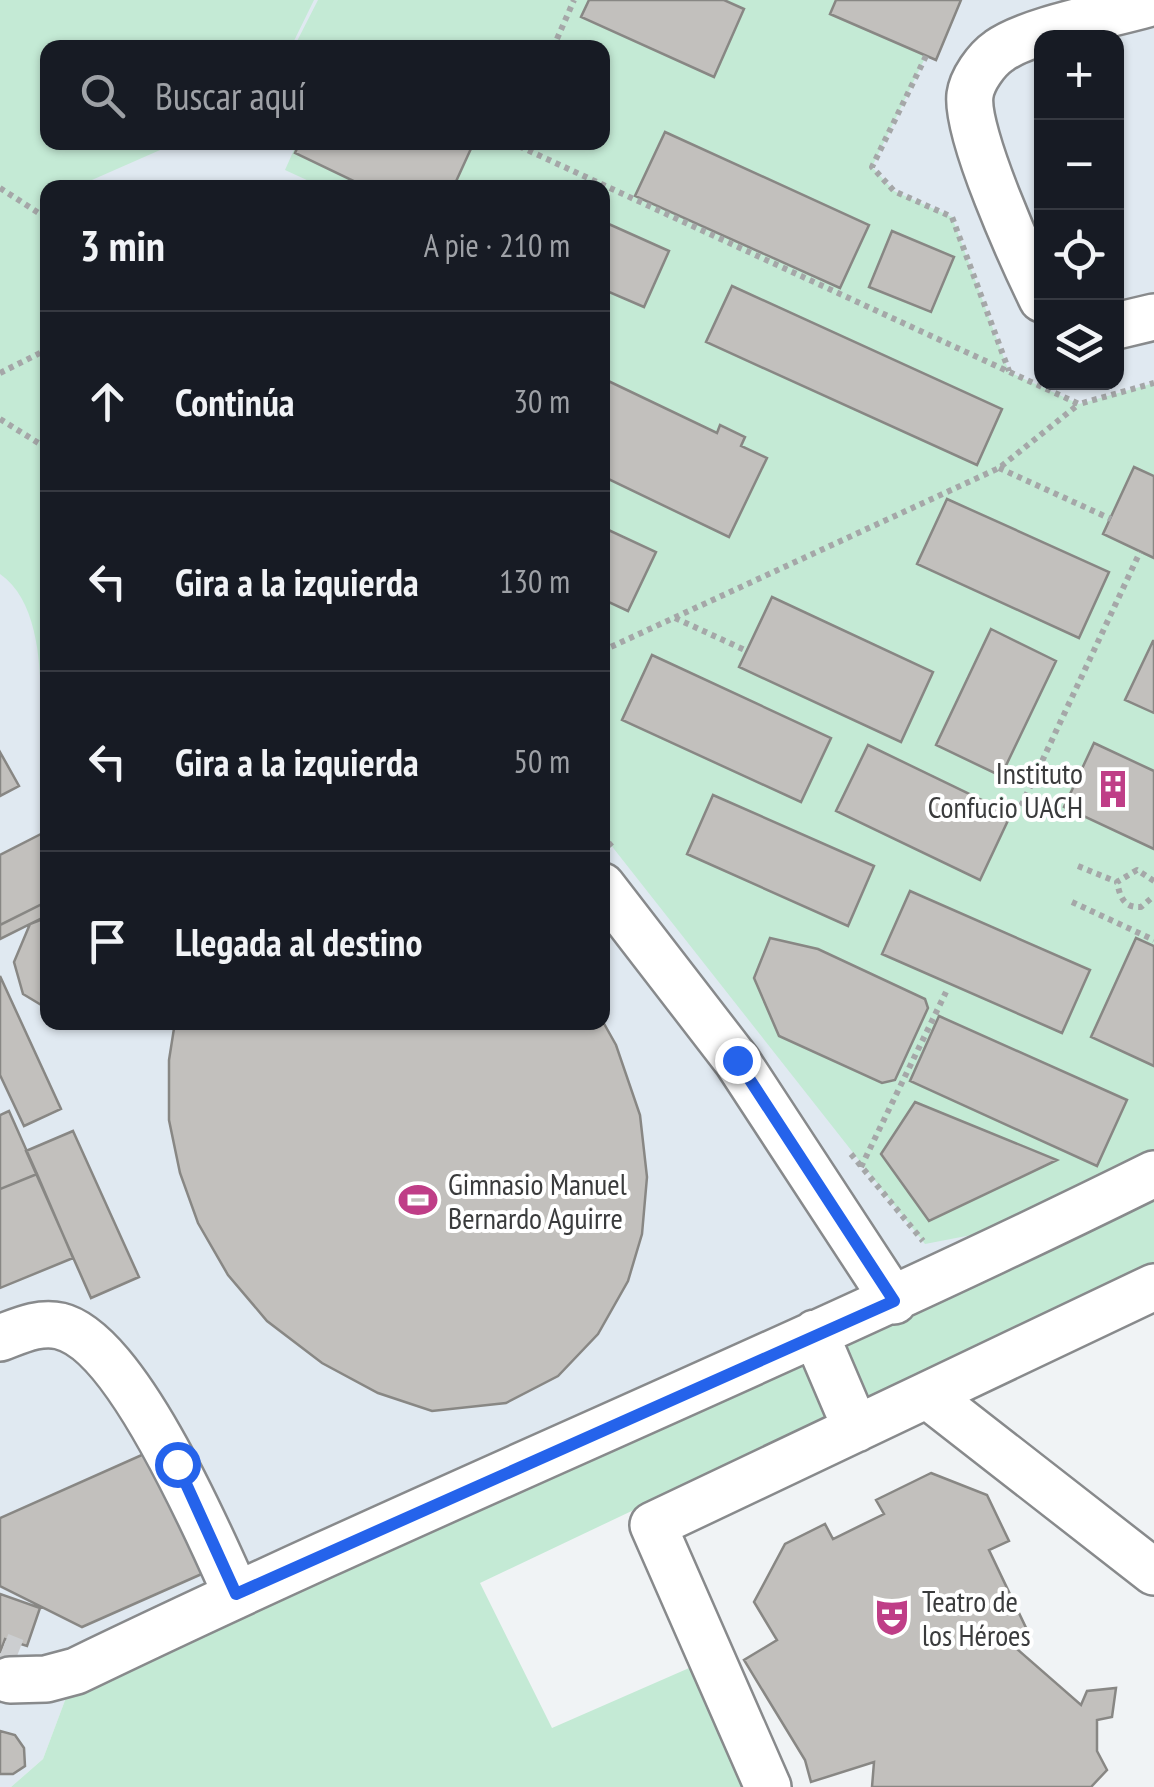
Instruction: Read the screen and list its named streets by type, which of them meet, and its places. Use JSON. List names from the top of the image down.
{
  "places": {
    "building": ["Instituto Confucio UACH"],
    "sports": ["Gimnasio Manuel Bernardo Aguirre"],
    "theatre": ["Teatro de los Héroes"]
  },
  "page": {
    "map_buttons": ["+", "−"],
    "search": "Buscar aquí",
    "heading": ["3 min", "A pie · 210 m"],
    "list": [
      ["Continúa", "30 m"],
      ["Gira a la izquierda", "130 m"],
      ["Gira a la izquierda", "50 m"],
      "Llegada al destino"
    ]
  }
}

### Brief
Transcribe the listing above verbatim. No picture belongs in the result.

### Finished task
Instruction: Read the screen and list its named streets by type, which of them meet, and its places. Use JSON. List names from the top of the image down.
{
  "places": {
    "building": ["Instituto Confucio UACH"],
    "sports": ["Gimnasio Manuel Bernardo Aguirre"],
    "theatre": ["Teatro de los Héroes"]
  },
  "page": {
    "map_buttons": ["+", "−"],
    "search": "Buscar aquí",
    "heading": ["3 min", "A pie · 210 m"],
    "list": [
      ["Continúa", "30 m"],
      ["Gira a la izquierda", "130 m"],
      ["Gira a la izquierda", "50 m"],
      "Llegada al destino"
    ]
  }
}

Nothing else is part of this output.